WHAT IS EXPECTED: Extract all lines in the data that contain the word "南香里二街".

___ DATA EXTRACT ___

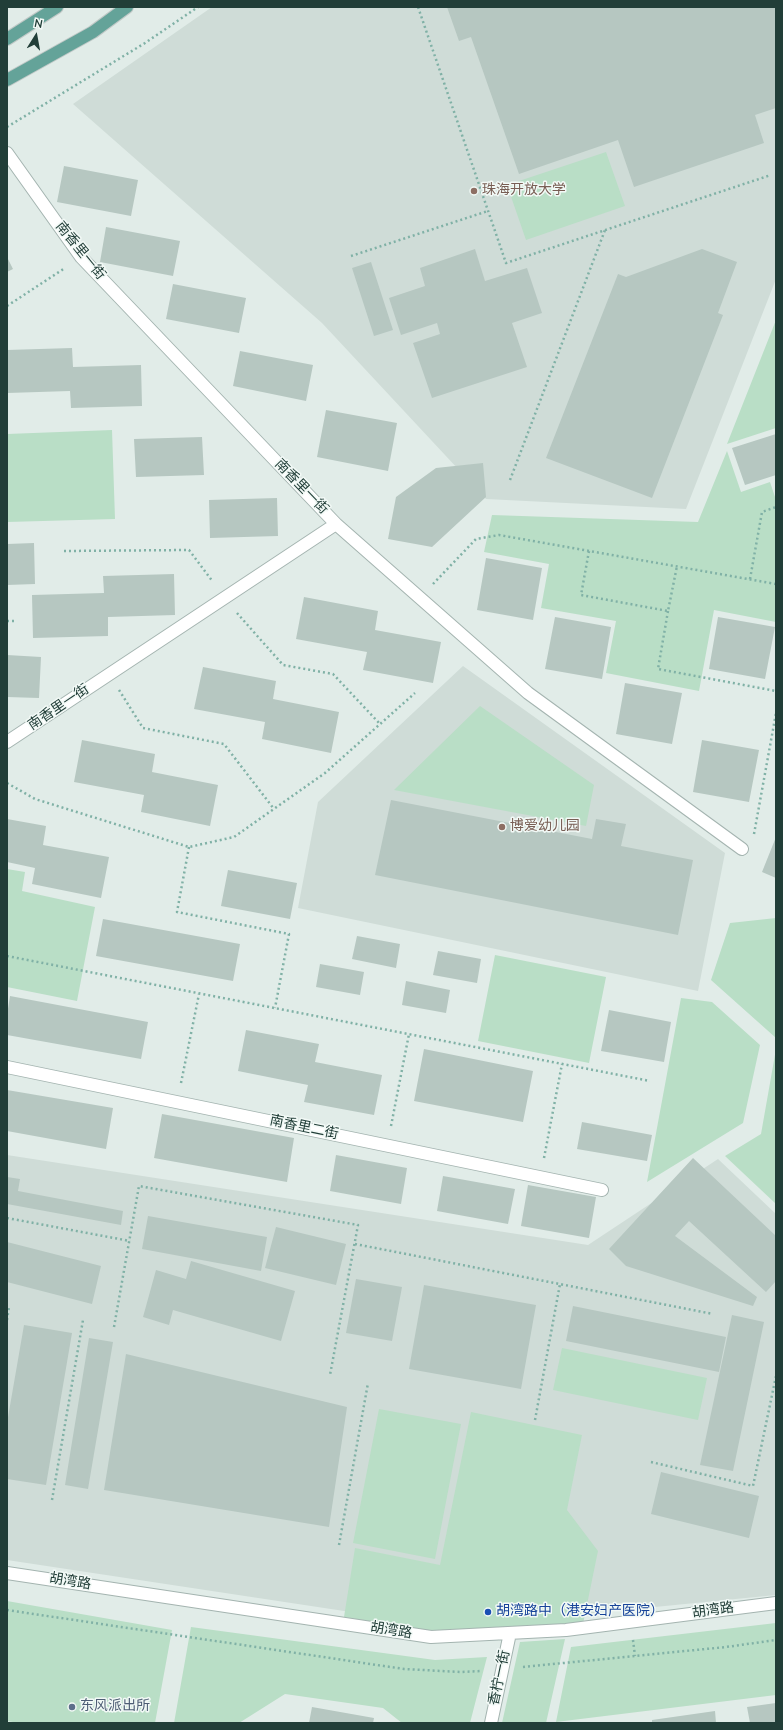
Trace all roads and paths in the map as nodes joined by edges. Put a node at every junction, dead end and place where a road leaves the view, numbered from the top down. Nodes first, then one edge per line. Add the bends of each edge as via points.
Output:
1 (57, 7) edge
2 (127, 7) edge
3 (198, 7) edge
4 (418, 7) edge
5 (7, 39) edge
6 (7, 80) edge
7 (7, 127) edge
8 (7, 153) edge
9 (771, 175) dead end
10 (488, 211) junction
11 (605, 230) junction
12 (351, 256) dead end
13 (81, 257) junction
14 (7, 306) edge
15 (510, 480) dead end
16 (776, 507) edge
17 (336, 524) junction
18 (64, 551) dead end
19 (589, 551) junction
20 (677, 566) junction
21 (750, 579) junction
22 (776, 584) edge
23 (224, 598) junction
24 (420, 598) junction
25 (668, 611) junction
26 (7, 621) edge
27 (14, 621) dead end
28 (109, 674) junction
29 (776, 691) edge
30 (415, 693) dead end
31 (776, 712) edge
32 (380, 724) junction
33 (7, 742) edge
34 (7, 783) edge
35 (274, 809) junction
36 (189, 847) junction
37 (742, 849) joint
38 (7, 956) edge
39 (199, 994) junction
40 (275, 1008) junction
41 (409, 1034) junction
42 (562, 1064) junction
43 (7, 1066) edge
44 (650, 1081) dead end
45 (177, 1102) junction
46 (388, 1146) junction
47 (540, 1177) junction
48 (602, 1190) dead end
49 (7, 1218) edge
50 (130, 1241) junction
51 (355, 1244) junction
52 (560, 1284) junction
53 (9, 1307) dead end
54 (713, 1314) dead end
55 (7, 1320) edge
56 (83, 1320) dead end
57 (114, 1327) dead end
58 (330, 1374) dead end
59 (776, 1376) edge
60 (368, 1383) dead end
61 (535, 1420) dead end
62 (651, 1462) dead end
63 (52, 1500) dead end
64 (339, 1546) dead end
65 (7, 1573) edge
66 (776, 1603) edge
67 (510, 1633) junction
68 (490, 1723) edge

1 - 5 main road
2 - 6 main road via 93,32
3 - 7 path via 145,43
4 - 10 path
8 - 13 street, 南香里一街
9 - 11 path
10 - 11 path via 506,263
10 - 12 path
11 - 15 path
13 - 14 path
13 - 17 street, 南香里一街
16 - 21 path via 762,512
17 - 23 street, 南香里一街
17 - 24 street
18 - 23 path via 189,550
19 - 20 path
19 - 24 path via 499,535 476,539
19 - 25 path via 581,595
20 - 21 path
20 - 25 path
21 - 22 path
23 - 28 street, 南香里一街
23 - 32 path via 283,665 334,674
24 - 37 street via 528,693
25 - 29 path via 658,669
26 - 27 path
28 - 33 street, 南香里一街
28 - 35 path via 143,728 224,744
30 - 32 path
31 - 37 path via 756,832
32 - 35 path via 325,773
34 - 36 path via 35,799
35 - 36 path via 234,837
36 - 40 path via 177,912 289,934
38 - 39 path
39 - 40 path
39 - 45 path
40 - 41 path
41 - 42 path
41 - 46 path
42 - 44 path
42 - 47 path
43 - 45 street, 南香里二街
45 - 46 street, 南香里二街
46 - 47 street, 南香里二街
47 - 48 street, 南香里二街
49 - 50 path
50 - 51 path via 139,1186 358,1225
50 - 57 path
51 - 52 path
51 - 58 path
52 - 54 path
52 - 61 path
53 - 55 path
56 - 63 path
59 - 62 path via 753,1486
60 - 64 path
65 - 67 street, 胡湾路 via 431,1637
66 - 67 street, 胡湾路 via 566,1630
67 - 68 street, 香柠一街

___

WRITTEN RESPONSE:
43 - 45 street, 南香里二街
45 - 46 street, 南香里二街
46 - 47 street, 南香里二街
47 - 48 street, 南香里二街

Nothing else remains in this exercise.